Pedagogy of Participation

Creating a pedagogy of participation is a democratic action if, and only if, we are striving to create a space where every child feels safe and brave to participate as themselves. This requires that every child feels accepted, valued and that they belong.

Our role as educators is to create a community of belonging. Far too many children work hard to try and fit in, because they want to belong, but do not feel safe enough, and/or brave enough to belong as themselves.

As an autistic person I am fully aware of the need to mask, and of how exhausting that masking is, and how often knowing how to mask successfully completely fails and there are a variety of consequences, few of them positive.


I am not, by any means, advocating that we can all do what we want when it pleases us. Because such individualism seldom promotes community spirit or safe and brave spaces. It is simply about accepting each other in our strengths, weaknesses and otherness. That we don't have to hide our difference because it might mean exclusion, but to know that we will be supported so that we can participate.


This meant my responsibility was for the whole group to learn how to listen to understand, and also to take responsibility for their own actions once they understood.

I think back to my youngest in school and how it became a sport for some of the children to trigger him while remaining invisible to the teachers... so my son would face the wrath of the consequences; and how my son would lament how hard it was that it was always just his responsibility to change his behaviour and none was placed on the class as whole to avoid triggering.
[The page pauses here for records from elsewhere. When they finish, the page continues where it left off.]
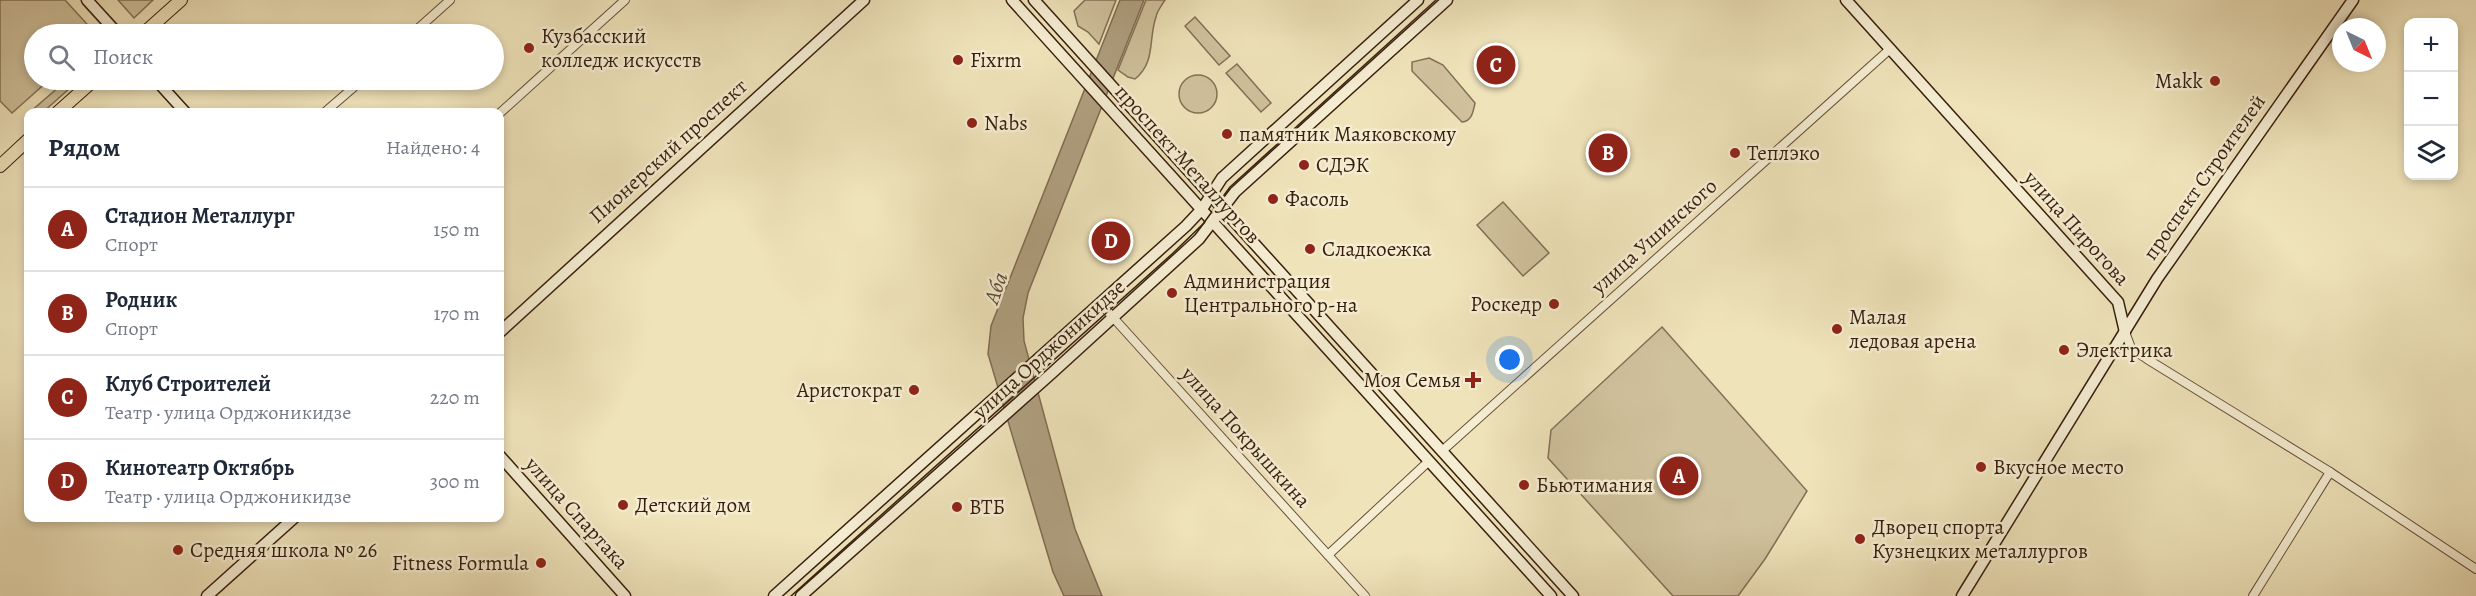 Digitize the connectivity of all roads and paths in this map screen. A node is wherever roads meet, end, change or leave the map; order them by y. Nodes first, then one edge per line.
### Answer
1 (87, 0) edge
2 (181, 0) edge
3 (450, 0) edge
4 (625, 0) edge
5 (864, 0) edge
6 (1012, 0) edge
7 (1034, 0) edge
8 (1418, 0) edge
9 (1447, 0) edge
10 (1846, 0) edge
11 (2353, 0) edge
12 (109, 24) edge
13 (154, 24) edge
14 (423, 24) edge
15 (1890, 49) junction
16 (83, 90) edge
17 (165, 90) edge
18 (350, 90) edge
19 (62, 108) edge
20 (181, 108) edge
21 (330, 108) edge
22 (504, 109) edge
23 (24, 144) edge
24 (0, 166) edge
25 (1211, 194) junction
26 (1224, 207) junction
27 (1202, 209) junction
28 (1214, 222) junction
29 (1101, 303) junction
30 (1113, 317) junction
31 (504, 328) edge
32 (2125, 332) junction
33 (1442, 451) junction
34 (504, 460) edge
35 (1429, 461) junction
36 (2330, 471) junction
37 (290, 522) edge
38 (1328, 555) junction
39 (2476, 569) edge
40 (207, 596) edge
41 (625, 596) edge
42 (774, 596) edge
43 (801, 596) edge
44 (1365, 596) edge
45 (1551, 596) edge
46 (1574, 596) edge
47 (1962, 596) edge
48 (2253, 596) edge

1 - 12 main road
2 - 13 main road
3 - 14 street
4 - 22 street
5 - 31 main road, Пионерский проспект
6 - 27 main road, проспект Металлургов
7 - 25 main road, проспект Металлургов
8 - 25 main road, улица Орджоникидзе
9 - 26 main road, улица Орджоникидзе
10 - 15 main road, улица Пирогова
11 - 32 main road, проспект Строителей
15 - 32 main road, улица Пирогова
15 - 33 street, улица Ушинского
16 - 19 main road
17 - 20 main road
18 - 21 street
23 - 24 main road
25 - 26 main road, проспект Металлургов
25 - 27 main road, улица Орджоникидзе
26 - 28 main road, улица Орджоникидзе
26 - 33 main road, проспект Металлургов
27 - 28 main road, проспект Металлургов
27 - 29 main road, улица Орджоникидзе
28 - 30 main road, улица Орджоникидзе
28 - 35 main road, проспект Металлургов
29 - 30 street, улица Покрышкина
29 - 42 main road, улица Орджоникидзе
30 - 38 street, улица Покрышкина
30 - 43 main road, улица Орджоникидзе
32 - 36 street, улица Пирогова
32 - 47 main road, проспект Строителей
33 - 46 main road, проспект Металлургов
34 - 41 main road, улица Спартака
35 - 38 street
35 - 45 main road, проспект Металлургов
36 - 39 street, улица Пирогова
36 - 48 street
37 - 40 main road
38 - 44 street, улица Покрышкина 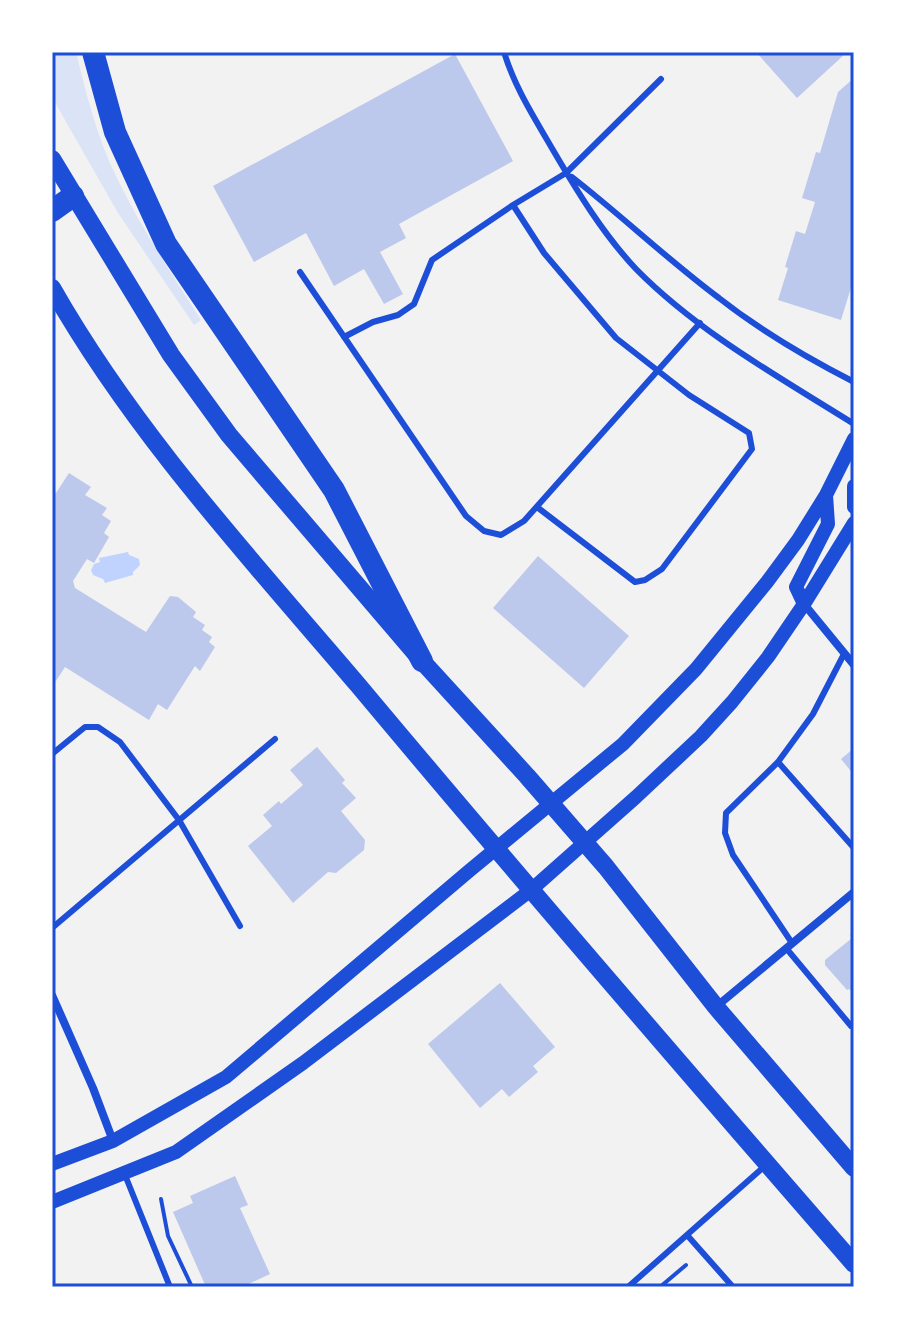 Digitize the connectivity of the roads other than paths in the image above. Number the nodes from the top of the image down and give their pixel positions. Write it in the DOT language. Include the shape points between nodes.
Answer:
graph roads {
  1 [pos="93,52"];
  2 [pos="504,52"];
  3 [pos="661,79"];
  4 [pos="52,159"];
  5 [pos="566,173"];
  6 [pos="73,196"];
  7 [pos="513,205"];
  8 [pos="52,211"];
  9 [pos="300,272"];
  10 [pos="52,288"];
  11 [pos="700,323"];
  12 [pos="344,337"];
  13 [pos="657,371"];
  14 [pos="854,382"];
  15 [pos="854,424"];
  16 [pos="854,439"];
  17 [pos="854,486"];
  18 [pos="826,495"];
  19 [pos="537,507"];
  20 [pos="854,507"];
  21 [pos="854,523"];
  22 [pos="804,604"];
  23 [pos="844,654"];
  24 [pos="422,661"];
  25 [pos="854,665"];
  26 [pos="275,739"];
  27 [pos="52,754"];
  28 [pos="778,762"];
  29 [pos="551,804"];
  30 [pos="179,820"];
  31 [pos="584,842"];
  32 [pos="496,848"];
  33 [pos="854,848"];
  34 [pos="531,890"];
  35 [pos="854,892"];
  36 [pos="240,926"];
  37 [pos="52,928"];
  38 [pos="789,946"];
  39 [pos="52,995"];
  40 [pos="716,1007"];
  41 [pos="854,1024"];
  42 [pos="113,1141"];
  43 [pos="52,1164"];
  44 [pos="767,1164"];
  45 [pos="854,1168"];
  46 [pos="125,1175"];
  47 [pos="52,1202"];
  48 [pos="687,1235"];
  49 [pos="854,1264"];
  50 [pos="170,1287"];
  51 [pos="628,1287"];
  52 [pos="733,1287"];
  1 -- 24 [label="highway" via="115,132 166,244 334,490"];
  2 -- 5 [label="lane" via="514,84"];
  3 -- 5 [label="lane"];
  4 -- 6 [label="main road"];
  5 -- 7 [label="lane"];
  5 -- 11 [label="lane" via="628,260"];
  5 -- 14 [label="lane" via="720,299"];
  6 -- 8 [label="highway"];
  6 -- 24 [label="main road" via="171,355 229,435"];
  7 -- 12 [label="lane" via="432,260 414,304"];
  7 -- 13 [label="lane" via="544,253 616,338"];
  9 -- 12 [label="lane"];
  10 -- 32 [label="main road" via="167,460"];
  11 -- 13 [label="lane"];
  11 -- 15 [label="lane"];
  12 -- 19 [label="lane" via="466,516 484,531 501,535"];
  13 -- 19 [label="lane"];
  13 -- 19 [label="lane" via="749,433 752,449 662,569 635,582"];
  16 -- 18 [label="street"];
  17 -- 20 [label="street"];
  18 -- 22 [label="street" via="828,524 796,587"];
  18 -- 29 [label="street" via="783,561 696,669 623,744"];
  21 -- 22 [label="street"];
  22 -- 23 [label="street"];
  22 -- 31 [label="street" via="768,657 701,736"];
  23 -- 25 [label="street"];
  23 -- 28 [label="lane" via="813,714"];
  24 -- 29 [label="main road"];
  26 -- 30 [label="lane"];
  27 -- 30 [label="lane" via="85,727 98,727 120,742"];
  28 -- 33 [label="lane"];
  28 -- 38 [label="lane" via="726,813 725,833"];
  29 -- 31 [label="main road"];
  29 -- 32 [label="street"];
  30 -- 36 [label="lane"];
  30 -- 37 [label="lane"];
  31 -- 34 [label="street"];
  31 -- 40 [label="main road"];
  32 -- 34 [label="main road"];
  32 -- 42 [label="street" via="226,1077"];
  34 -- 44 [label="main road"];
  34 -- 46 [label="street" via="246,1105 176,1152"];
  35 -- 38 [label="street"];
  38 -- 40 [label="street"];
  38 -- 41 [label="lane"];
  39 -- 42 [label="street"];
  40 -- 45 [label="main road"];
  42 -- 43 [label="street"];
  44 -- 48 [label="lane"];
  44 -- 49 [label="main road"];
  46 -- 47 [label="street"];
  46 -- 50 [label="lane"];
  48 -- 51 [label="lane"];
  48 -- 52 [label="lane"];
}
Surely to create a learning environment where everyone, and not just the educator, is responsible for the health and well-being of the social space will lead to learning environments where everyone feels safe and brave to participate and learn?

This means slowing down from a fast based teaching curriculum to shift to an unhurried learning curriculum where healthy relationships are central. What I mean by this is that often curriculums are about when and what is supposed to be taught to be able to level up and get grades - instead schools (and schoolified preschools) need to focus on how children learn.


Fear based, control heavy teaching is not conducive to safe and brave spaces and optimal learning - and even the most joy-filled and empowering teachers are bound by an oppressive system that their own energy and bravery can make tolerable for an increased number of children, and for some children an amazing school experience.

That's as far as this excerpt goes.